Alwaght- Russia’s incumbent President Vladimir Putin has garnered 76.65% of the vote in the March 18 election with 99% of the ballots counted, the Central Election Commission said.
Director of the Lenin State Farm Pavel Grudinin, nominated by the Communist Party of Russia, is second with 11.82% of the vote, while leader of the Liberal Democratic Party of Russia (LDPR) Vladimir Zhirinovsky is third with 5.68%.
More than 55.4 million people voted for Putin, while over 8.54 million supported Grudinin and around 4.1 million voted in Zhirinovsky’s favor.
Shortly after the first results were announced, Vladimir Putin addressed his supporters at a massive anniversary rally in Moscow’s Red Square, marking Crimea's reunification with Russia, and talked to reporters in his election campaign HQ. He thanked his backers and answered questions on the hottest political issues.
Putin was first elected to the Kremlin in 2000, and again four years later.
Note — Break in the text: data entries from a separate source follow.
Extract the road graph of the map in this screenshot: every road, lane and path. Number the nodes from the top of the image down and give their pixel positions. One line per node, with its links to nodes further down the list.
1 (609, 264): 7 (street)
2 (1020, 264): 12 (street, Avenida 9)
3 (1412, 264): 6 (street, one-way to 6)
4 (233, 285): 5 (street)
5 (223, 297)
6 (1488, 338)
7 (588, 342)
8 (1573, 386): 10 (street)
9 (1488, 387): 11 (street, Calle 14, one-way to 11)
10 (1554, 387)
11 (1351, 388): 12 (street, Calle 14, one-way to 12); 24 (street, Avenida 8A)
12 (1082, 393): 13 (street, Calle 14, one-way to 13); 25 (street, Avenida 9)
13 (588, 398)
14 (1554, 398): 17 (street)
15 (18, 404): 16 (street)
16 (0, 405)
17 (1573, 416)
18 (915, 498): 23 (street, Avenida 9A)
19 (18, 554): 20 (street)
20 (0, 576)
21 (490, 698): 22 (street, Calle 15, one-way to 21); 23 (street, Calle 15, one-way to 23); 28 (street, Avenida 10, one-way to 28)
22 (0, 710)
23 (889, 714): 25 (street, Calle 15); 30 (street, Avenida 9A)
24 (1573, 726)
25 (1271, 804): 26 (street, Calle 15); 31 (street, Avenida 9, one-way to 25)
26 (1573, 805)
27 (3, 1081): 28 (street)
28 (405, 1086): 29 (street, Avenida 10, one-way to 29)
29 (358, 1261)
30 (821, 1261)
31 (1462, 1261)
Constitutionally barred from serving more than two consecutive terms, he did not run in 2008, the same year presidential terms were extended from four years to six years. Putin won 63.6 percent of the vote in 2012, and, if the early results are confirmed, he will now stay in his post until 2024, the year he turns 72.
Some officials in Moscow partly credited Putin's overwhelming victory to the diplomatic storm with Britain over the poisoning of former double agent Sergei Skripal.
“Turnout is higher than we expected, by about 8-10 per cent, for which we must say thanks to Great Britain,” said Andrei Kondrashov, Mr Putin’s campaign spokesman.
“We were pressured exactly at the moment when we needed to mobilise [voters]. Whenever Russia is accused of something indiscriminately and without any evidence, the Russian people unite around the centre of power. And the centre of power is certainly Putin today,” Mr Kondrashov said at a victory party for Putin’s campaign.